SAN FRANCISCO – When we last saw Draymond Green on the basketball court, the Warriors were in the Western Conference semifinals, and the 35-year-old forward was trying and failing to reach the level achieved years ago as the backbone of Golden State’s dynasty.
Minnesota Timberwolves forward Julius Randle wouldn’t allow it. Three inches taller, 20 pounds heavier and five years younger than Green, Randle was feasting at the All the Buckets You Can Eat buffet. The place Draymond deemed “off limits” for most of his 13-year career.
“Ju played great the entire series,” Green conceded after the Timberwolves won Game 5 to advance to the conference finals, while the Warriors boarded a jet into the offseason.
“The way Julius has been playing since he came back from the injury … he’s been lights out,” Green added. “I have no doubt that he’ll continue to play that way. He’s aggressive as hell and he’s going to after it. He’s got the mindset, always have had that mindset. And it’s clicking for him.”
Was this some kind of conditional surrender? Or can Draymond, at this advanced NBA age, still represent the backbone of a stellar defense?
Don’t get it twisted. Green embraces the challenge that comes with the aging process. His quest is to prove he’s still elite and, moreover, quite capable of ruining opposing offenses.
“I think, ironically, at 22, there was some things that my body couldn’t do that I can do now,” he said Monday. “Because it’s just all the work you put in and the things that you learn and the strengthening that you do. I think there’s a little give and take there. I’m always confident that I can win mentally. That’s what you rely more on, when you realize, ‘Oh, man, I can’t quite do that thing.’
“But if I’m honest with you, I don’t think I’ve reached a point to where my body can’t do it.”
To be sure, for all the fireworks provided by the likes of Stephen Curry, Klay Thompson and Kevin Durant, Draymond’s unique gifts as a defender were essential to Golden State’s “Death Lineups” that once demoralized even the best of opponents. He was the NBA’s only 6-foot-6 “big man” capable of protecting the paint, patrolling baselines, clogging passing lanes, supervising the defense and running point on the break.
It’s unreasonable to assume Green can be as peripatetic as he once was six or seven years ago. He shouldn’t have to be. He is entering the winter of his career, with young teammates available to boost the team’s energy. A slimmer Trayce Jackson-Davis. The relentless Buddy Hield and Brandin Podziemski. And, it appears likely, Jonathan Kuminga. They all can feed any fire started by the first unit.
But no frontcourt player on the roster has a physical/mental/instinctive combination to match Green at his best. He knows that. For the Warriors to beat back ageism and make a serious run, he needs to be that.

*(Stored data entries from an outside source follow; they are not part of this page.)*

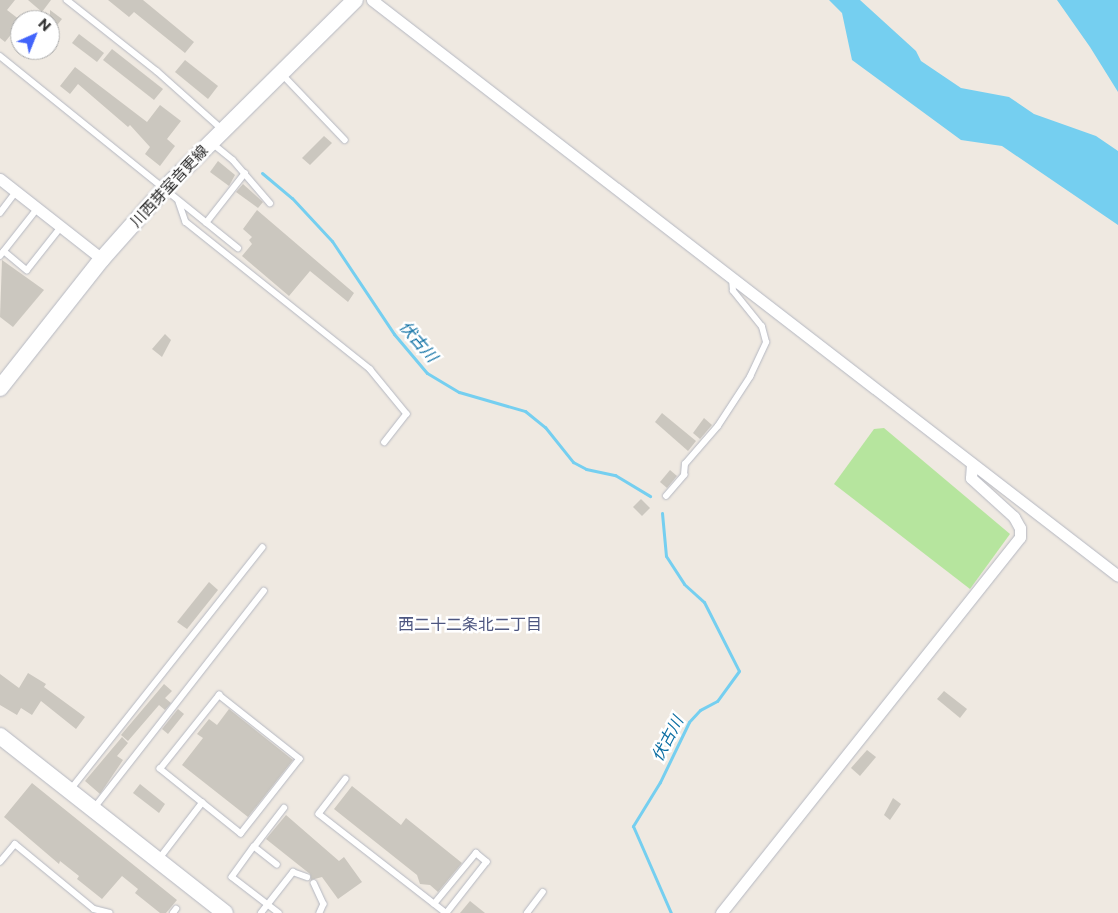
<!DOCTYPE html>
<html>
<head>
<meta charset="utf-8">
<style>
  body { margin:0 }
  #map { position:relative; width:1118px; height:913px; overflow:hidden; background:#efe9e1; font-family:Montserrat,"Noto Sans JP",sans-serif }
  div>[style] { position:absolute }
  .green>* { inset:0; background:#b6e59e }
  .water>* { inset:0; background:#75cff0 }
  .stream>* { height:3px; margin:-1.5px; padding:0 1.5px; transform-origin:1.5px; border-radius:1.5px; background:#75cff0 }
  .building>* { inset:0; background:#cbc7bf }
  .roads { filter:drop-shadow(0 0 1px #b4b7c1) drop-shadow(0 0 1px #b4b7c1) }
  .lane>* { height:5.5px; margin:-2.75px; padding:0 2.75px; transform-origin:2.75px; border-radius:2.75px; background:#fff }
  .street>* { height:11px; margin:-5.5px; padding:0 5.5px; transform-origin:5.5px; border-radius:5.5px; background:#fff }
  .secondary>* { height:16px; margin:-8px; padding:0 8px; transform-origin:8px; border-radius:8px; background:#fff }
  span { translate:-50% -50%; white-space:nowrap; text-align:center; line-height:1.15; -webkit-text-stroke:5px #fff; paint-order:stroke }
  .street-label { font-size:15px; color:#2e2e2e }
  .water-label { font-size:16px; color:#0d6fa3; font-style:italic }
  .neighbourhood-label { font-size:16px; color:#4d5680 }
  .north { position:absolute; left:10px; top:10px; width:50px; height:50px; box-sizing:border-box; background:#fff; border:1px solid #ababab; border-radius:50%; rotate:44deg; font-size:14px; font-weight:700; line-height:20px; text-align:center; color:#2e2e2e }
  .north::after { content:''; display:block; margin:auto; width:18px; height:22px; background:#4264fb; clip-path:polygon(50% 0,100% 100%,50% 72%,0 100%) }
</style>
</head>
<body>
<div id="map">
  <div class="green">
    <i style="clip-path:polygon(884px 428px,1010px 534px,970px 589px,834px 484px,874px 429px)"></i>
  </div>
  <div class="water">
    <i style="clip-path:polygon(829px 0,860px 0,916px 51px,921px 61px,961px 88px,1009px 97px,1034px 114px,1096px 136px,1118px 151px,1118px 225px,1002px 146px,961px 140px,852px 60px,842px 13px)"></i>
    <i style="clip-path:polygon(1057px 0,1118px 0,1118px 92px,1090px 47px)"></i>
  </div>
  <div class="stream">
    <i style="left:262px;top:173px;width:39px;rotate:40deg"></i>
    <i style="left:292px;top:198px;width:59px;rotate:47.1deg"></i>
    <i style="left:332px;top:241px;width:112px;rotate:56.3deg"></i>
    <i style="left:394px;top:334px;width:51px;rotate:49.8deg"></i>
    <i style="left:427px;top:373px;width:37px;rotate:31deg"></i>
    <i style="left:459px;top:392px;width:69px;rotate:16.1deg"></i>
    <i style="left:525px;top:411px;width:26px;rotate:39deg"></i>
    <i style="left:545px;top:427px;width:45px;rotate:51.3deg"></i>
    <i style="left:573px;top:462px;width:15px;rotate:28deg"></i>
    <i style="left:586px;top:469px;width:30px;rotate:12deg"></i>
    <i style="left:615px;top:475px;width:41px;rotate:31deg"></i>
    <i style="left:662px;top:513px;width:43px;rotate:84.7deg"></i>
    <i style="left:666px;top:556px;width:33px;rotate:57deg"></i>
    <i style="left:684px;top:584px;width:27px;rotate:42deg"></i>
    <i style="left:704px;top:602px;width:77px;rotate:63.1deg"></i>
    <i style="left:739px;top:671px;width:37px;rotate:126deg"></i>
    <i style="left:717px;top:701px;width:19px;rotate:152deg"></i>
    <i style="left:700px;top:710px;width:16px;rotate:133deg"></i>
    <i style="left:689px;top:722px;width:67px;rotate:115.8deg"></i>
    <i style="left:660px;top:782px;width:52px;rotate:121.5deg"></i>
    <i style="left:633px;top:826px;width:95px;rotate:66.4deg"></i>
  </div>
  <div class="building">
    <i style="clip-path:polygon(0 0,15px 0,7px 10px,20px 20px,20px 38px,13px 32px,5px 42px,0 38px)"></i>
    <i style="clip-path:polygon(28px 0,51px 0,42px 12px)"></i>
    <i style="clip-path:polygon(108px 0,143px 0,194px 42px,185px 53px,134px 12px,129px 17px)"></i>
    <i style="clip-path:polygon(50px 10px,62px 19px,50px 34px)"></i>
    <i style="clip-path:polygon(79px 34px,104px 53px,97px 62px,72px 43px)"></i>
    <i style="clip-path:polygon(112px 49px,163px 89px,154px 100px,103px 60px)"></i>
    <i style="clip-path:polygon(185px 60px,218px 86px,208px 99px,175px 72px)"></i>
    <i style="clip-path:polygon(75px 67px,147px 122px,160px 105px,181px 121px,167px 139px,175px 146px,160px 166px,145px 154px,150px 147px,130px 125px,128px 127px,78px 84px,70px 94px,60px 86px)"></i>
    <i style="clip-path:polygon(324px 136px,332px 143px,310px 165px,302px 158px)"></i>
    <i style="clip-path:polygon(218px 161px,235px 175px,229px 186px,210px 172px)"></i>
    <i style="clip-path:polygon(243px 184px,263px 202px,258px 208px,236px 192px)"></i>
    <i style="clip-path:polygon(257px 210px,354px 293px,348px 302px,310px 271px,289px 296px,242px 256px,252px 244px,249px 240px,252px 237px,243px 229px)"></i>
    <i style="clip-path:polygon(2px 260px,44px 290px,13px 327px,0 317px)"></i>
    <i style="clip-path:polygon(165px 334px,171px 340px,162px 357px,152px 349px)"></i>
    <i style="clip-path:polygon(662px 413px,696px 441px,688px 451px,655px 422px)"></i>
    <i style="clip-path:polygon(704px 418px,712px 425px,700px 439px,693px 433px)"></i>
    <i style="clip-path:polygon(670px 470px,677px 476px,667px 488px,660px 482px)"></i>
    <i style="clip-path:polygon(641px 499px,650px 508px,642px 516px,633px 507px)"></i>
    <i style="clip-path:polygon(209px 582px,218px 590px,187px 629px,177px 622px)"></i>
    <i style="clip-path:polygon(28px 673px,46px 684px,44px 687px,85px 717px,76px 729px,41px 701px,32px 715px,21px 708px,17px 715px,0 705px,0 674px,19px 688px)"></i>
    <i style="clip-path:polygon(164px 684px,172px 691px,165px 698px,171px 703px,165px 710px,159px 705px,128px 741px,121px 735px)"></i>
    <i style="clip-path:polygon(944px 691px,967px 709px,960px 718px,937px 699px)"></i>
    <i style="clip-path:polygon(178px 709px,184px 714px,168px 734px,162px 729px)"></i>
    <i style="clip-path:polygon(229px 709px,293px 760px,248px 817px,182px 765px,203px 738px,197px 734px,209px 719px,217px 725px)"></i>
    <i style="clip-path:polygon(122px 737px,128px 743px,117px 756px,123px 760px,100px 794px,85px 781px)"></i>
    <i style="clip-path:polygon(867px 750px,876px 757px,860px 776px,851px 768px)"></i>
    <i style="clip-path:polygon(32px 783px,177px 900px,166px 913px,160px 913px,135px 893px,138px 889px,122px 876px,102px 899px,77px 879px,79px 876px,60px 861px,59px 864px,4px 817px)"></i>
    <i style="clip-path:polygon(140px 784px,165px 804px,159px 813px,133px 793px)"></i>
    <i style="clip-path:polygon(352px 786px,401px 825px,406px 818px,462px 863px,438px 892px,430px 885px,420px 884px,417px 875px,334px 809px)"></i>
    <i style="clip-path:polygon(893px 798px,901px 804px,890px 820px,884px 815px)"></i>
    <i style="clip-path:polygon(286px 815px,339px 861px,344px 857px,362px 882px,338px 899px,322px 877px,311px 880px,310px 874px,266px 839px)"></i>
    <i style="clip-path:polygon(470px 901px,485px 913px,460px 913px)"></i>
  </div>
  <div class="roads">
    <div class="lane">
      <i style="left:67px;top:0;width:115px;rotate:38.3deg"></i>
      <i style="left:157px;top:71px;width:87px;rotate:41.7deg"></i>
      <i style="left:0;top:56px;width:306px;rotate:38.9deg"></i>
      <i style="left:282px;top:74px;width:91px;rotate:46.3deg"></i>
      <i style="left:212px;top:143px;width:27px;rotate:39deg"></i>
      <i style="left:233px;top:160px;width:57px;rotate:49.3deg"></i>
      <i style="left:179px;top:202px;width:21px;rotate:71deg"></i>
      <i style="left:186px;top:222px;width:236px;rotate:38.6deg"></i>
      <i style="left:370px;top:369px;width:58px;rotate:50.6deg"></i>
      <i style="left:407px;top:414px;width:36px;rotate:128deg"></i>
      <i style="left:0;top:213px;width:26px;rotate:-53deg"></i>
      <i style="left:206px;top:223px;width:63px;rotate:-52deg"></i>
      <i style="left:4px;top:251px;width:30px;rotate:40deg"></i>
      <i style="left:27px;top:270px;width:55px;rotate:-51.7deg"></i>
      <i style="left:0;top:256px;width:60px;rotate:-51.8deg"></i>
      <i style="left:666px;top:496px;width:28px;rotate:-49deg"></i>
      <i style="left:684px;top:475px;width:11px;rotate:-85deg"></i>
      <i style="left:685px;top:464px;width:50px;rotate:-49deg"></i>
      <i style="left:718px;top:426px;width:59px;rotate:-56.9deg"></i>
      <i style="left:750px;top:377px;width:38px;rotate:-65deg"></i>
      <i style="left:766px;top:342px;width:16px;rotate:-105deg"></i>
      <i style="left:762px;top:327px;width:46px;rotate:-128.9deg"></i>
      <i style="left:733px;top:291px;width:11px;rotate:-95deg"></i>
      <i style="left:219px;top:695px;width:103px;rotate:38.3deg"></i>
      <i style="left:300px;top:759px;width:95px;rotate:128.2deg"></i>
      <i style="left:241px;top:834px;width:104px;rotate:-141.3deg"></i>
      <i style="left:160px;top:769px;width:95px;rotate:-51.4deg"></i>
      <i style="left:346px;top:779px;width:44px;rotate:127.6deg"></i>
      <i style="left:319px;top:814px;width:161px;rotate:37.9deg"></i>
      <i style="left:71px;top:789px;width:308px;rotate:-51.6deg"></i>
      <i style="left:95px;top:807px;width:274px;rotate:-52deg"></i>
      <i style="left:254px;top:847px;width:49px;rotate:-52.4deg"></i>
      <i style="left:159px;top:859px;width:71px;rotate:-52.5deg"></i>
      <i style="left:0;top:862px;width:23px;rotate:-50deg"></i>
      <i style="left:15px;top:844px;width:102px;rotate:39.4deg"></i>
      <i style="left:94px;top:909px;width:16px;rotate:14deg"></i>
      <i style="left:277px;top:865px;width:29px;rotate:-142deg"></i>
      <i style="left:254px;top:847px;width:37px;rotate:126deg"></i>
      <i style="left:232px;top:877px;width:59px;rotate:37.5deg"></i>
      <i style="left:314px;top:883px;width:23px;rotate:65deg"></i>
      <i style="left:324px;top:904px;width:10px;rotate:114deg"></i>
      <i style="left:434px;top:904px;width:66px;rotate:-50.5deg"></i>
      <i style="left:476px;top:853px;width:14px;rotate:39deg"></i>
      <i style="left:487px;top:862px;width:65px;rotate:128.1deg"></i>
      <i style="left:173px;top:913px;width:5px;rotate:-53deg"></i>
      <i style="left:261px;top:913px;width:52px;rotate:-52deg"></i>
      <i style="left:293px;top:872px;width:15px;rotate:20deg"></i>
      <i style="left:527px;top:913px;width:26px;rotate:-53deg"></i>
    </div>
    <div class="street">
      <i style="left:372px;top:0;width:942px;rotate:37.67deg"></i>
      <i style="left:0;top:179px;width:130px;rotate:38.1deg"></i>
      <i style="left:721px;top:913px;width:480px;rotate:-51.5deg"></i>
      <i style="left:1020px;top:537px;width:9px;rotate:-90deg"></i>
      <i style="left:1020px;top:528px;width:13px;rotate:-119deg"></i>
      <i style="left:1014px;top:517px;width:58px;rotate:-137.8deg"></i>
      <i style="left:971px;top:478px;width:14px;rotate:-86deg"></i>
    </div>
    <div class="secondary">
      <i style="left:0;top:388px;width:164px;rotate:-51.7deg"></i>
      <i style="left:102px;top:259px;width:95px;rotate:-48.4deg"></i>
      <i style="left:165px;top:188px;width:267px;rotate:-44.7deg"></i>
      <i style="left:0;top:736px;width:286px;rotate:38.2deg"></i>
    </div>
  </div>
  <div class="street-label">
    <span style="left:169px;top:186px;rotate:-47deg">川西芽室音更線</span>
  </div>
  <div class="water-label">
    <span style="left:418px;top:342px;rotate:49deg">伏古川</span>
    <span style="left:668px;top:739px;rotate:-62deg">伏古川</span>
  </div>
  <div class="neighbourhood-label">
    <span style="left:470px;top:625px">西二十二条北二丁目</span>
  </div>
  <div class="north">N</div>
</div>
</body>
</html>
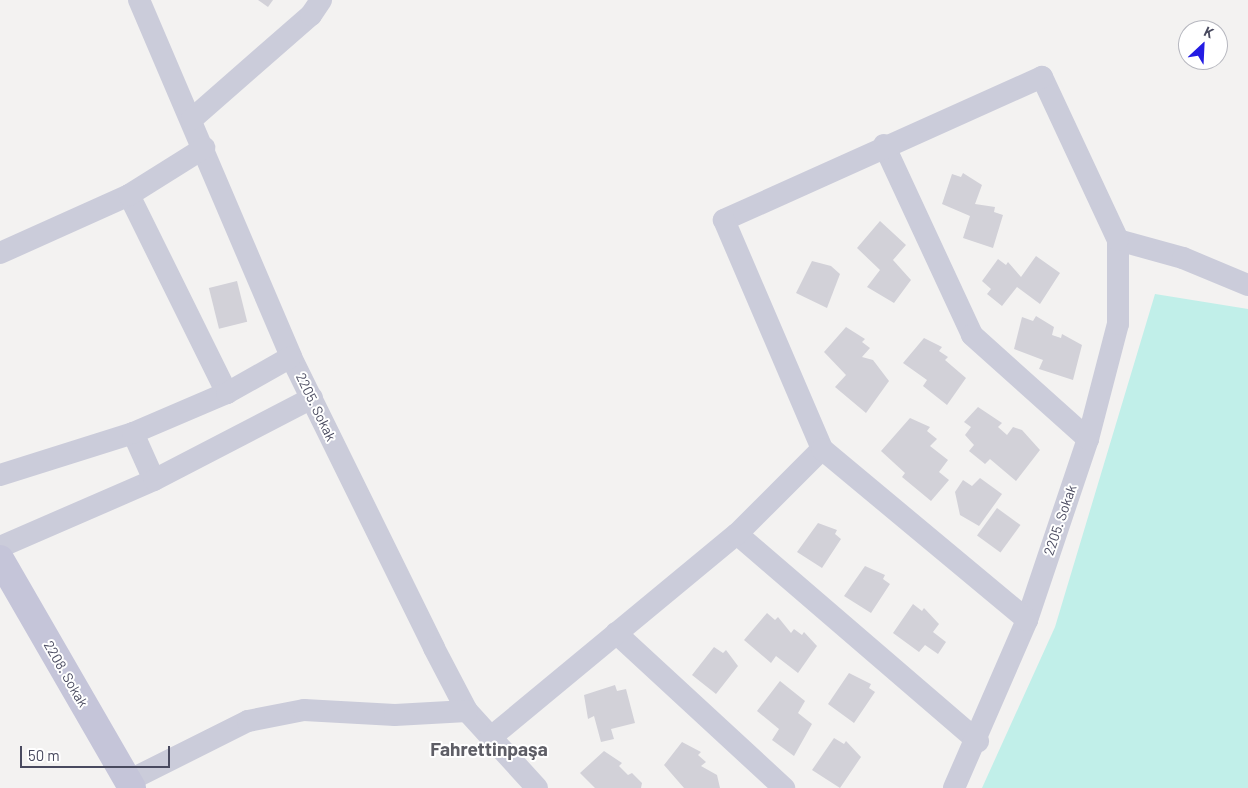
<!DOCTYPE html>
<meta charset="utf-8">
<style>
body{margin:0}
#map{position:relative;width:1248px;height:788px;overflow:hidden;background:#f3f2f1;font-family:Barlow,sans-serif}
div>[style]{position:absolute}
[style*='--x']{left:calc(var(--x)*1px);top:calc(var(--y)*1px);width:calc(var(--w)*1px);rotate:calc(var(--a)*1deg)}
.green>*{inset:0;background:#c1efe9}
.building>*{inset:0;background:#d2d1d8;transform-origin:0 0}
.street>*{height:22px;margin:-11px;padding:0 11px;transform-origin:11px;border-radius:11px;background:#cbccda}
.secondary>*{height:28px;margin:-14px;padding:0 14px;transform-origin:14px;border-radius:14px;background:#c5c5d9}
span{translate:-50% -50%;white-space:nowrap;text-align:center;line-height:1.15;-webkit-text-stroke:4px #fff;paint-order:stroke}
.street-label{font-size:14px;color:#494a5f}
.district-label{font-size:19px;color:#5e5e66;font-weight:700}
.north{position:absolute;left:1178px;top:20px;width:50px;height:50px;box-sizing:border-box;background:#fff;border:1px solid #b6b7bf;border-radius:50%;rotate:25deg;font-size:14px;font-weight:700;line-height:20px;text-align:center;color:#494a5f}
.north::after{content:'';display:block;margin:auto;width:18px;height:22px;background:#241ce3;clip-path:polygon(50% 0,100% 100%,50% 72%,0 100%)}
.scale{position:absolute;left:20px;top:746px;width:150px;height:22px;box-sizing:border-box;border:2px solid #494a5f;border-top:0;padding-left:6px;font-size:15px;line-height:18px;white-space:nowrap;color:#494a5f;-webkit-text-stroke:4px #fff;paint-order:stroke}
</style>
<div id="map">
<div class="green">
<div style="clip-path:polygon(1155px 294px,1248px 309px,1248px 788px,982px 788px,1055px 627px)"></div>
</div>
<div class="building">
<div style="clip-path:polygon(258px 0,273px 0,268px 7px)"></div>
<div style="clip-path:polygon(963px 173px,982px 185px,975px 204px,995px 207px,994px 212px,1003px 215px,993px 248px,963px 238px,970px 216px,942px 204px,952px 174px,961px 177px)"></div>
<div style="clip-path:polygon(880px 221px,906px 245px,893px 260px,911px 280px,894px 303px,867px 287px,880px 270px,857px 248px)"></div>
<div style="clip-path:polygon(1036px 256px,1060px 273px,1040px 304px,1017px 287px,1002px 306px,987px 294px,991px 289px,982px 281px,998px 259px,1006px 265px,1008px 262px,1021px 277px)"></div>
<div style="clip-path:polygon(812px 261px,831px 266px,840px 274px,827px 308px,796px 293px)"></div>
<div style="left:237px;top:281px;width:42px;height:29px;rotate:76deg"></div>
<div style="clip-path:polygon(1036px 316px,1054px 327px,1052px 335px,1061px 338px,1062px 334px,1082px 345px,1073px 380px,1039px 369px,1043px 360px,1014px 349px,1022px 317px,1033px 321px)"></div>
<div style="clip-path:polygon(846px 327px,865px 339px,862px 342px,870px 348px,862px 357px,873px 360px,889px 381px,866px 413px,835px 387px,846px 375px,824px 352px)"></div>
<div style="clip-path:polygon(924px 338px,942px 347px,939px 351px,948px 357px,945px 360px,966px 378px,947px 405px,923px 386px,927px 380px,903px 363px)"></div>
<div style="clip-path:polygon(978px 407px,1002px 423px,998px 427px,1007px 435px,1013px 427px,1022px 430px,1040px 450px,1016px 481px,990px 459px,985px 464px,969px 451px,974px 445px,965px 435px,971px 427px,964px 422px)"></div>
<div style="clip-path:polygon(910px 418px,930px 427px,927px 431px,937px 439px,930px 446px,948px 460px,939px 472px,949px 480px,931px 501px,902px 477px,905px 473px,881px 451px)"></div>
<div style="clip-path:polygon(980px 478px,1002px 494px,979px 526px,960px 515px,955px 492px,963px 480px,972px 486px)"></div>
<div style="left:997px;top:508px;width:29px;height:34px;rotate:36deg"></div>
<div style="clip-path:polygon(818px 523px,837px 530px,835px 534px,841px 539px,822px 568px,797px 552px)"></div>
<div style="clip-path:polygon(865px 566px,885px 575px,883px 579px,890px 584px,871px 613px,844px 596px)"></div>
<div style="clip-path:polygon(913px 604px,922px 611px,924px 608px,939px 624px,933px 632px,946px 642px,938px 654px,925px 645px,919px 652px,893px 633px)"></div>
<div style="clip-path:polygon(767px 613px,775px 620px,778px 617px,791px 633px,794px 629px,802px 635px,804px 632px,817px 646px,798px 673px,776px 656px,771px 663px,744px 640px)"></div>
<div style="clip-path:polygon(714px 647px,723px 653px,726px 650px,738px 666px,716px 694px,692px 675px)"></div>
<div style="clip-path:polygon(849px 673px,871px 684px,869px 688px,875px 692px,854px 723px,828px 704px)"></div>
<div style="clip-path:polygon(780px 681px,805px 701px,798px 713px,812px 724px,794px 756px,772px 740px,779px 729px,757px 711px)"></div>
<div style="clip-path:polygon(615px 685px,617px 691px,626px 689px,635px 723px,611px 729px,614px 739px,601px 742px,594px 716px,588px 719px,584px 695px)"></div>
<div style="clip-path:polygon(834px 738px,844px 744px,846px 741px,861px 757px,840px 788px,812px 770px)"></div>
<div style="clip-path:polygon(682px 742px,701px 752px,698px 755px,706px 762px,701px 766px,717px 775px,720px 788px,684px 788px,664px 765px)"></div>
<div style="clip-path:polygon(604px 751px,622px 763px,619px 766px,628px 775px,632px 773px,642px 783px,641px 788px,595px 788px,580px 773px)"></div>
</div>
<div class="street">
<div style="--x:139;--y:0;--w:388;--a:66.9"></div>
<div style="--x:291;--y:357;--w:324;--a:63.8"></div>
<div style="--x:434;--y:648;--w:71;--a:62.4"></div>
<div style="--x:467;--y:711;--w:104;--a:47.7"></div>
<div style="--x:192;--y:119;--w:158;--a:-41.2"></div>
<div style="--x:311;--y:15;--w:18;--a:-56"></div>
<div style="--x:884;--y:145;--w:209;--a:65.1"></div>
<div style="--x:972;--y:335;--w:156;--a:41.9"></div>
<div style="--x:129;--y:195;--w:221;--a:63.7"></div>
<div style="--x:1118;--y:240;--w:67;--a:15.5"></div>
<div style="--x:1183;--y:258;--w:70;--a:22.6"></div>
<div style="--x:0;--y:253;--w:141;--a:-24.2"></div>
<div style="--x:129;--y:195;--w:89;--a:-32.1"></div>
<div style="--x:133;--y:433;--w:51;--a:65.9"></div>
<div style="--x:0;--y:475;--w:139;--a:-17.5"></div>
<div style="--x:133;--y:433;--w:102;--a:-23.1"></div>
<div style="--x:227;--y:393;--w:73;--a:-29.4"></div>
<div style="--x:737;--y:534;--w:318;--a:40.7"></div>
<div style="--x:0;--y:547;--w:168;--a:-23.5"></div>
<div style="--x:154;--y:480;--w:178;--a:-27.4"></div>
<div style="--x:616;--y:633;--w:229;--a:42.7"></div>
<div style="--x:490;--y:738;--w:320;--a:-39.6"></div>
<div style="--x:737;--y:534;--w:120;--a:-45"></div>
<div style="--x:128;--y:781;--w:134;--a:-26.6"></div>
<div style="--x:248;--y:721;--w:57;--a:-11.1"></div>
<div style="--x:304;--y:710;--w:91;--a:3.1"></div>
<div style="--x:395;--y:715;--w:72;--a:-3.2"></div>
<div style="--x:954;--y:788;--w:183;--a:-66.5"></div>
<div style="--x:1027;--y:620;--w:191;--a:-71.4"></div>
<div style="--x:1088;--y:439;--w:119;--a:-75.4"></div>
<div style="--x:1118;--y:324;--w:84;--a:-90"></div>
<div style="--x:1118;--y:240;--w:180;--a:-115"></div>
<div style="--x:1042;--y:77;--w:349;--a:155.8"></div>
<div style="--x:724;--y:220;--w:249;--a:66.8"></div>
<div style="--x:822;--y:449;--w:267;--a:39.8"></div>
</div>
<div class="secondary">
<div style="--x:0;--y:559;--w:264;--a:60"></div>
</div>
<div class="street-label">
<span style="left:316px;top:407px;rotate:64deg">2205. Sokak</span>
<span style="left:1060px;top:520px;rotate:-71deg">2205. Sokak</span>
<span style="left:66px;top:674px;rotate:60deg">2208. Sokak</span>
</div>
<div class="district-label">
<span style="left:489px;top:749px">Fahrettinpaşa</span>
</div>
<div class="north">K</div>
<div class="scale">50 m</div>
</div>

“I feel great,” he said. “Am I the same person that I was at 27? No. And thank God I’m not. I’ve learned a lot since 27. There’s things that change, but if you decrease in one area, you’ve got to grow in another. That’s the constant challenge of what keeps you going and keeps you striving to do it again and again and again.”
Against Randle in May, Green, despite earning All-Defensive first-team honors, seemed too small and not quick enough to offset his physical disadvantage. Randle averaged 25.2 points per game, shooting 53.3 percent from the field, adding 7.4 assists and 6.6 rebounds. He scored a combined 60 points in Games 4 and 5.
Now, five months later, as the Warriors prepare for the 2025-26 season, Green is determined to prove he has recovered his mojo and has the goods to embellish his status as an elite defensive force. The nine-time All-Defensive team selection is chasing No. 10.
Only five players in NBA history have earned the honor at least 10 times: Kareem Abdul-Jabbar, Kobe Bryant, Tim Duncan, Kevin Garnett and Scottie Pippen.
“That’s my motivation,” Green said. “To go and try to make another All-Defensive team and join that list. It’s an amazing list. All first-ballot Hall of Famers. To try to put myself, my name, in the hat with those guys … that would be a dream come true.”
Thousands of fingers throughout Dub Nation are crossed in hopes Green, who turns 36 next March, can live that dream. His odds are long in a league that has more than a dozen candidates, including San Antonio’s Victor Wembanyama, Oklahoma City’s Lu Dort and reigning Defensive Player of the Year Evan Mobley.
That dream might be required for the Warriors to reach the heights to which they aspire.